PROVIDED ENTRIES START

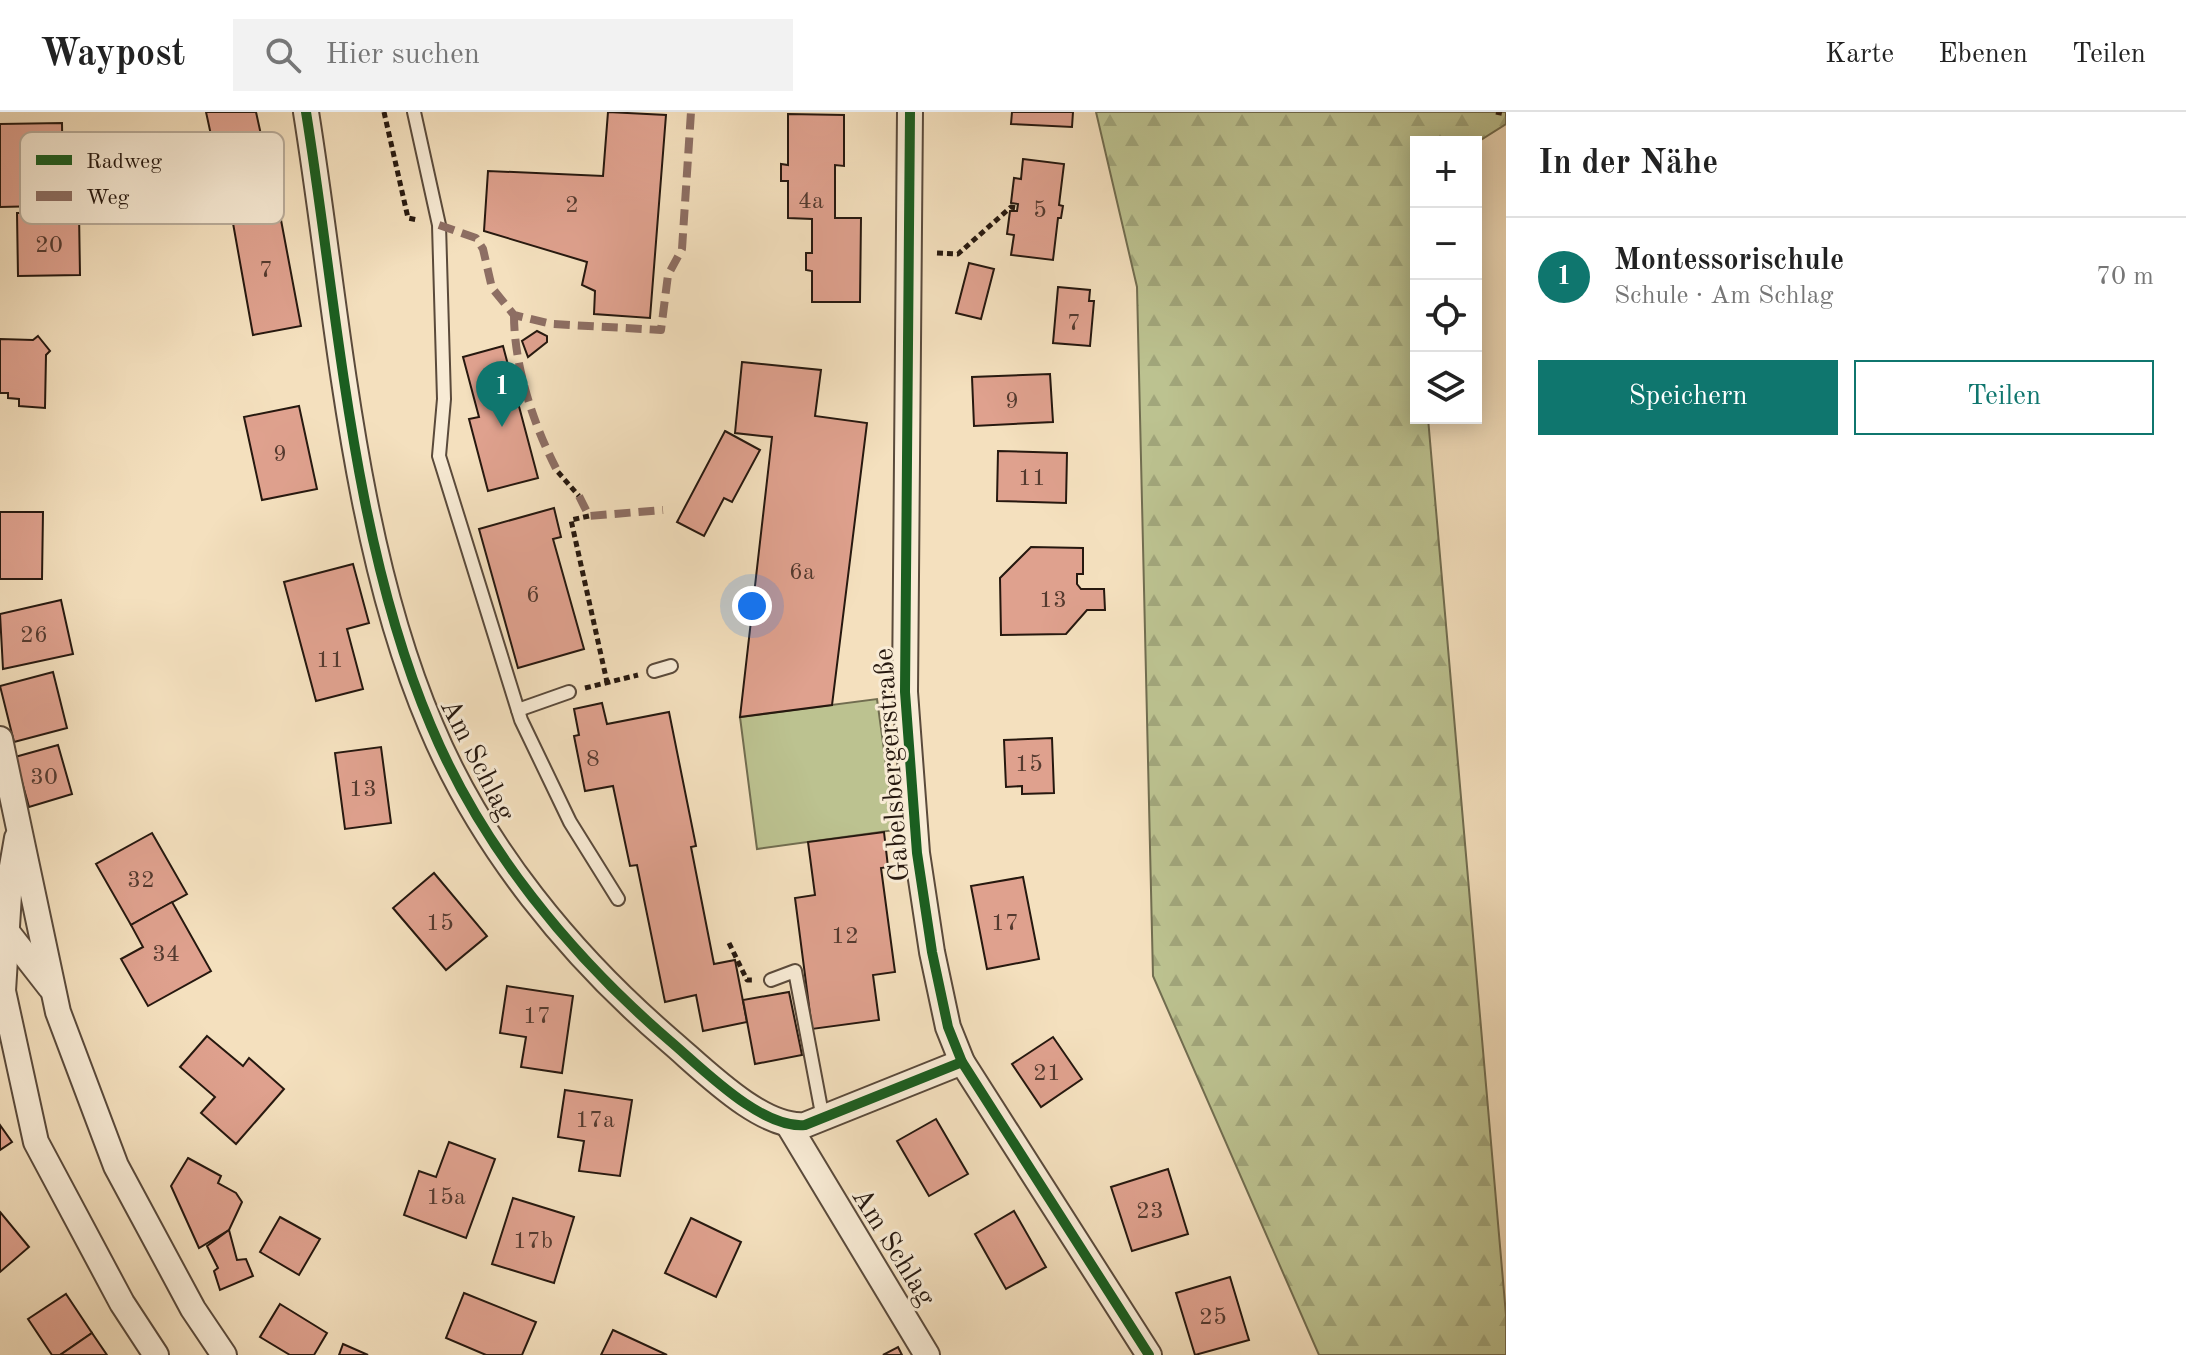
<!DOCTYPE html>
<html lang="de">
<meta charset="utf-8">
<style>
body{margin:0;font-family:"Old Standard TT",serif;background:#f2f2f2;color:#222}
.controls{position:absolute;right:24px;top:24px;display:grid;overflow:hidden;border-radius:0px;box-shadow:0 4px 20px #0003}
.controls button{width:72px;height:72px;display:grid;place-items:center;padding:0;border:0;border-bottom:2px solid #e0e0e0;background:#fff;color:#222;font:40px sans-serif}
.you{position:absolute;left:752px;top:494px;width:28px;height:28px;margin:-20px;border:6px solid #fff;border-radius:50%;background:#1a73e8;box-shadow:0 0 0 12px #1a73e833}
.badge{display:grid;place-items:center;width:52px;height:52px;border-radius:50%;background:#0f766e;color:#fff;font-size:26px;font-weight:700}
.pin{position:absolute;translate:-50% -66px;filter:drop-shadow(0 2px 4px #0008)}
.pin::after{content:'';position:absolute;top:42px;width:28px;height:24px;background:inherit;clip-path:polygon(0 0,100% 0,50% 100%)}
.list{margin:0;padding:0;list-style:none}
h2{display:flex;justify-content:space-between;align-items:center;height:104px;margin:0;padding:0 32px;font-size:34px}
h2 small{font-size:26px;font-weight:400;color:#767676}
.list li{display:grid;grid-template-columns:52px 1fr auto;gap:24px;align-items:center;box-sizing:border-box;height:120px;padding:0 32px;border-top:2px solid #e0e0e0}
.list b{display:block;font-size:30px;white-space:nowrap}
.list p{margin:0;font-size:26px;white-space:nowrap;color:#767676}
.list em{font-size:26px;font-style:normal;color:#767676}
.actions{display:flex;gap:16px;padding:24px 32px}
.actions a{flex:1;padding:18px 0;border:2px solid #0f766e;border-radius:0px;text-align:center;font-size:28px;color:#0f766e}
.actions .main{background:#0f766e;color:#fff}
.icon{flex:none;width:44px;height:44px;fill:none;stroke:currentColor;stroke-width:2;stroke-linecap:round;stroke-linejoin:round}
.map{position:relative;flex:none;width:1506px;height:1243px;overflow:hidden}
header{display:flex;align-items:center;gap:48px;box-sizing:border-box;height:112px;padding:0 40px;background:#fff;border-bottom:2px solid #e0e0e0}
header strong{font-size:38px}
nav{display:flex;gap:44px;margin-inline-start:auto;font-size:28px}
.search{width:560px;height:72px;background:#f2f2f2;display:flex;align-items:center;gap:20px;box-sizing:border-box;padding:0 28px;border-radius:0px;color:#767676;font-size:30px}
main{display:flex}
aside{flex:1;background:#fff}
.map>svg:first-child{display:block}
.green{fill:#bcc290;stroke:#716d50;stroke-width:2}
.forest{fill:url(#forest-firs);stroke:#716d50;stroke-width:2}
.building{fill:#dfa18e;stroke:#26180f;stroke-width:2}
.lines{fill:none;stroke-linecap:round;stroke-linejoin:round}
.service-casing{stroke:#5a4a3b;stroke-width:16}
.minor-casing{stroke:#5a4a3b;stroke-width:28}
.path{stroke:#26180f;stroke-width:5;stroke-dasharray:6 4;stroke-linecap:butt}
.service{stroke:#f8ebd5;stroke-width:12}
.minor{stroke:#f8ebd5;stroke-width:24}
.quiet{stroke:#8d6e63;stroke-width:8;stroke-dasharray:16 8;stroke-linecap:butt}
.cycleway-casing{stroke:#f8ebd5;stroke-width:15}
.cycleway{stroke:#1b5e20;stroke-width:10}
.labels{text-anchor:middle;stroke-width:6;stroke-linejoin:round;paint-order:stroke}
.number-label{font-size:24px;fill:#543a2f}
.street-label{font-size:28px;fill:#26180f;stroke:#f8ebd5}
.key{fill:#f8ebd5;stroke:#b9ac9a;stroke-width:2}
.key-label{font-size:22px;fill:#26180f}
</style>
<header>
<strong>Waypost</strong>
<div class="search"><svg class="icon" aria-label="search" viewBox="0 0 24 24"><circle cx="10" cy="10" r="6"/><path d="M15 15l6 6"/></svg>Hier suchen</div>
<nav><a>Karte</a><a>Ebenen</a><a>Teilen</a></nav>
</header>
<main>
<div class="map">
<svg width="1506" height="1243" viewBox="0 0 1506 1243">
<defs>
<pattern id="forest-firs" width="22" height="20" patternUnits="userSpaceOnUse" patternTransform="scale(2)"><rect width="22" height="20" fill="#bcc290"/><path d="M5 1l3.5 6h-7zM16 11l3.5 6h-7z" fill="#a1a67b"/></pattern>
</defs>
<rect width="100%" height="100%" fill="#f4e0be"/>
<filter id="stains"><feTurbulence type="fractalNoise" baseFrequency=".0025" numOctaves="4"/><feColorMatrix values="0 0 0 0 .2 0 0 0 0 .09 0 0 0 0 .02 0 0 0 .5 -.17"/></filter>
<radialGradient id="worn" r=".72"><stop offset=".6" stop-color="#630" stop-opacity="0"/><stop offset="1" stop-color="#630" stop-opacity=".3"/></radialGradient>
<!-- green -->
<path class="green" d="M877 587 895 718 757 737 740 605Z"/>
<!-- forest -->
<path class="forest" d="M1096 0H1506V12L1476 31 1416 30V306H1428L1506 1203V1243H1319L1153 864 1137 175Z"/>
<!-- building -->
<g class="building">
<path d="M206 0H256L272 73 224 83Z"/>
<path d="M608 0 666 3 650 206 594 202 595 179 582 173 587 150 484 119 488 59 603 64Z"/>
<path d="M1012 0H1073L1072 15 1011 12Z"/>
<path d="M788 2 844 3V54L835 53V106H861L860 190H812V159L806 158V141H812V107L788 106V69H781V52L788 53Z"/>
<path d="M62 11 63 83 42 84V94L0 95V12Z"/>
<path d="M1023 47 1064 52 1059 93 1063 94 1061 106H1058L1053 148 1011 143 1014 123 1007 122 1010 99H1017L1018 92 1011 91 1014 66 1021 67Z"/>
<path d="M278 92 301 214 253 223 231 100Z"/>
<path d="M79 100 80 163 18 164 17 101Z"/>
<path d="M969 151 994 157 981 207 956 201Z"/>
<path d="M1058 175 1090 178 1089 189H1094L1090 234 1053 231Z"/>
<path d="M537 219 547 224V230L528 245 522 229Z"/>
<path d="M38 224 50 239 46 243 45 296 19 294V287L8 286V281H0V227L33 228Z"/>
<path d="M503 234 538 366 488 379 469 307 479 305 463 245Z"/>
<path d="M742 250 821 258 815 304 867 311 832 593 740 605 772 325 735 321Z"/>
<path d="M1050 262 1053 310 974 314 972 265Z"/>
<path d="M299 294 317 377 262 388 244 305Z"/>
<path d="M725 319 760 338 732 390 724 386 704 424 677 410Z"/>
<path d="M998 339 1067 341 1066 391 997 389Z"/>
<path d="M554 396 561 425 553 427 584 537 518 556 479 417Z"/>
<path d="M0 400H43L42 467H0Z"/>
<path d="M1031 435 1083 436V462H1077V472L1081 477H1104L1105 498H1087L1066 522 1001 523 1000 466Z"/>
<path d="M353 452 369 511 347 517 363 577 316 589 284 470Z"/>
<path d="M61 488 73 542 3 557 0 502Z"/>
<path d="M53 560 67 616 14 630 0 574Z"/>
<path d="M602 591 607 612 669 600 696 734 691 735 714 852 735 848 747 910 703 919 696 883 665 890 637 753 630 754 613 674 585 679 574 624 579 623 574 597Z"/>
<path d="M1052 626 1054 681 1022 682V674L1006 675 1004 628Z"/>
<path d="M58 633 72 682 29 695 15 645Z"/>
<path d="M381 635 391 711 345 717 335 641Z"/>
<path d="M884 720 888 755 881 756 895 860 873 863 879 908 812 917 795 786 815 783 808 730Z"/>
<path d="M152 721 187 782 131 813 96 752Z"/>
<path d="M434 761 487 824 446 858 393 796Z"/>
<path d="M1023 765 1039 847 987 857 971 774Z"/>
<path d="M172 790 211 859 148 894 121 847 143 835 131 813Z"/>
<path d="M507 874 573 884 562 961 521 955 526 925 500 921Z"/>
<path d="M789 880 802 943 755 952 743 888Z"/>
<path d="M207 924 243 954 249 946 284 977 236 1032 201 1001 215 985 180 955Z"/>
<path d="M1053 925 1082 967 1041 995 1012 952Z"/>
<path d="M565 978 632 988 620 1064 579 1059 584 1029 558 1025Z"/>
<path d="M936 1007 968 1062 929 1084 897 1029Z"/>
<path d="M0 1013 12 1030 0 1038Z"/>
<path d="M449 1030 495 1047 466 1126 404 1103 419 1059 436 1065Z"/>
<path d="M188 1046 221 1064 218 1071 236 1081 242 1090 229 1118 199 1136 171 1074Z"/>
<path d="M1168 1057 1188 1122 1132 1139 1111 1075Z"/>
<path d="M513 1086 574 1105 554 1171 492 1152Z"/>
<path d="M1014 1099 1046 1155 1006 1177 975 1122Z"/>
<path d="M0 1100 29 1135 0 1160Z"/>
<path d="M280 1105 320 1127 299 1163 260 1140Z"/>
<path d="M691 1106 741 1130 716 1185 665 1161Z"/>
<path d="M229 1118 237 1148 246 1147 253 1164 220 1178 214 1159 218 1156 207 1134Z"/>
<path d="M1230 1165 1249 1228 1195 1243 1176 1181Z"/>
<path d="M464 1181 536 1210 522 1243H486L446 1226Z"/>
<path d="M66 1182 92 1221 60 1243H52L28 1207Z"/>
<path d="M280 1192 327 1221 314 1243H290L260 1225Z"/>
<path d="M613 1218 667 1243H601Z"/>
<path d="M92 1221 107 1243H60Z"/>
<path d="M343 1232 368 1243H339Z"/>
<path d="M898 1235 902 1243H883Z"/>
</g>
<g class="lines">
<defs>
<g id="service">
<path d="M414 0 439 113 444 287 439 344 521 608 570 710 618 787"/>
<path d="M654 559 671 554"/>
<path d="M518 598 569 580"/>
<path d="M771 868 795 859 823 1007"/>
</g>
<g id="minor">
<path d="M306 0C338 199 352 429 431 614 482 736 571 844 670 929 703 957 761 1017 805 1013L962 950"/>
<path d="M910 0 905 580 917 741 932 840 948 915 962 950 1149 1243"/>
<path d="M0 627 58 900 116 1054 193 1197 224 1243"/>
<path d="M17 726 10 766 3 879 36 1030 122 1191 156 1243"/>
<path d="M4 816 50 875"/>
<path d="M789 1014 927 1243"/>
</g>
</defs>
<!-- service casing -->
<use href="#service" class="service-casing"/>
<!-- minor casing -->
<use href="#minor" class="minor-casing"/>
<!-- path -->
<g class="path">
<path d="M384 0 408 106 418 108"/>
<path d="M1496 0 1506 2"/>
<path d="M937 141 958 142 1011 95 1017 96"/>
<path d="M558 360 579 384"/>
<path d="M589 404 571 408 607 570"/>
<path d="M585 576 638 563"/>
<path d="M729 831 747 868H753"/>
</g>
<!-- service -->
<use href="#service" class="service"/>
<!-- minor -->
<use href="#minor" class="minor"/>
<!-- quiet -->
<g class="quiet">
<path d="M439 113 476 126 483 137 492 176 514 203 552 212 661 218 668 163 682 137 691 0"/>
<path d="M514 203C514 254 534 315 558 360"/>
<path d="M579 384 589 404 663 398"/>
</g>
<defs>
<g id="cycleway">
<path d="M306 0C338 199 352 429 431 614 482 736 571 844 670 929 703 957 761 1017 805 1013L962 950"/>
<path d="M910 0 905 580 917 741 932 840 948 915 962 950 1149 1243"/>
</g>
</defs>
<!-- cycleway casing -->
<use href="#cycleway" class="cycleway-casing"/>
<!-- cycleway -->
<use href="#cycleway" class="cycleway"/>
</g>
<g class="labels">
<!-- number labels -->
<g class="number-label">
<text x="811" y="96">4a</text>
<text x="572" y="100">2</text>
<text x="1040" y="105">5</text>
<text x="49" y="140">20</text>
<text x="266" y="165">7</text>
<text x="1074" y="218">7</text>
<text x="1012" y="296">9</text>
<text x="280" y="349">9</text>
<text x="1032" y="373">11</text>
<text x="802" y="467">6a</text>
<text x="533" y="490">6</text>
<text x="1053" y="495">13</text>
<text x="34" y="530">26</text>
<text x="330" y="555">11</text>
<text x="593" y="654">8</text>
<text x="1029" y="659">15</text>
<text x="44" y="672">30</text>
<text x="363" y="684">13</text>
<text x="141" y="775">32</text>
<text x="440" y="818">15</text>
<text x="1005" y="818">17</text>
<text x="845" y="831">12</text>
<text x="166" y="849">34</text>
<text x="537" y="911">17</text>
<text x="1047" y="968">21</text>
<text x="595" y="1015">17a</text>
<text x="446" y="1092">15a</text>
<text x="1150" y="1106">23</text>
<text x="533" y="1136">17b</text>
<text x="1213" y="1212">25</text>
</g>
<!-- street labels -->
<g class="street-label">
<text transform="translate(479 647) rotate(63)" y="10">Am Schlag</text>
<text transform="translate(890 653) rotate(-94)" y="10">Gabelsbergerstraße</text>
<text transform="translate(895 1134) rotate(58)" y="10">Am Schlag</text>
</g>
</g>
<!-- legend -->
<rect x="20" y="20" width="264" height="92" rx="12" class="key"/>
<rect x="36" y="43" width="36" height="10" fill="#1b5e20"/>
<rect x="36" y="79" width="36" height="10" fill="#8d6e63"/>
<g class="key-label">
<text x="86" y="56">Radweg</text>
<text x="86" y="92">Weg</text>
</g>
<rect width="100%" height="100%" filter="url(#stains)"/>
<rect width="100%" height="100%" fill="url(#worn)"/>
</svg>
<div class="controls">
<button>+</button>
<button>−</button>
<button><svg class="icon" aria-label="locate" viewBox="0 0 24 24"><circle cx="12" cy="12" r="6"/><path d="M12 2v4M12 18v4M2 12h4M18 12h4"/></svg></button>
<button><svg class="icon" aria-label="layers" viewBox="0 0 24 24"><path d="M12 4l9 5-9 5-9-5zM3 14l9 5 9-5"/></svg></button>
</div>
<div class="you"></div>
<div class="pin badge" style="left:502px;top:315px">1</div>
</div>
<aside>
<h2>In der Nähe<small></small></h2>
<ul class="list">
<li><span class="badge">1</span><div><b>Montessorischule</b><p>Schule · Am Schlag</p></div><em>70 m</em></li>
</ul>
<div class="actions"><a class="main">Speichern</a><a>Teilen</a></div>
</aside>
</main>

PROVIDED ENTRIES END

- WHAT YOU NEED TO DO -
In the entries, how many lines include the string "nowrap"? Only the number should be given.

- TASK OUTPUT -
2